As Beijing brings in another that regulates internet infomercials and stops teens buying their tat

Imagine if Amazon CEO Jeff Bezos, Google supremo Sundar Pichai or Like-seeker-in-chief Mark Zuckerberg gave a major speech that heartily endorsed new government regulations - even though they make business harder - and argued they’re necessary, timely, and just.

Take whatever picture just formed in your mind and transpose it to the Chinese city of Wuzhen and re-imagine the speaker as Daniel Zhang, chairman and chief executive of e-commerce leader Alibaba Group.

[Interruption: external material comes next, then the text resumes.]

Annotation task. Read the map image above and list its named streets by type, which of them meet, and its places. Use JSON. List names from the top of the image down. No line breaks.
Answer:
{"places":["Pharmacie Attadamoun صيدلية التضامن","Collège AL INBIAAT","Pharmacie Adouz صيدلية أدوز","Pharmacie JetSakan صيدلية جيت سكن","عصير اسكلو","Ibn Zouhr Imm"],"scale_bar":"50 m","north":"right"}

For the venue of the speech consider the World Internet Conference, an annual state-backed digital chat-fest of sufficient importance that Chinese president Xi Xinping sent a congratulatory letter to celebrate the commencement of the annual event.

Zhang’s contribution, in a widely-reported speech, was to praise China’s new Internet-focused antitrust laws.

The CEO described the new laws - which improve consumer protections, require truth in advertising, and seek to ensure that competition remans possible in a market dominated by a handful of giants – as "timely and necessary".

"Supervision allows platform enterprises to not only develop well on their own, but also helps the sustainable and healthy development of the entire society and creates innovation," he reportedly added.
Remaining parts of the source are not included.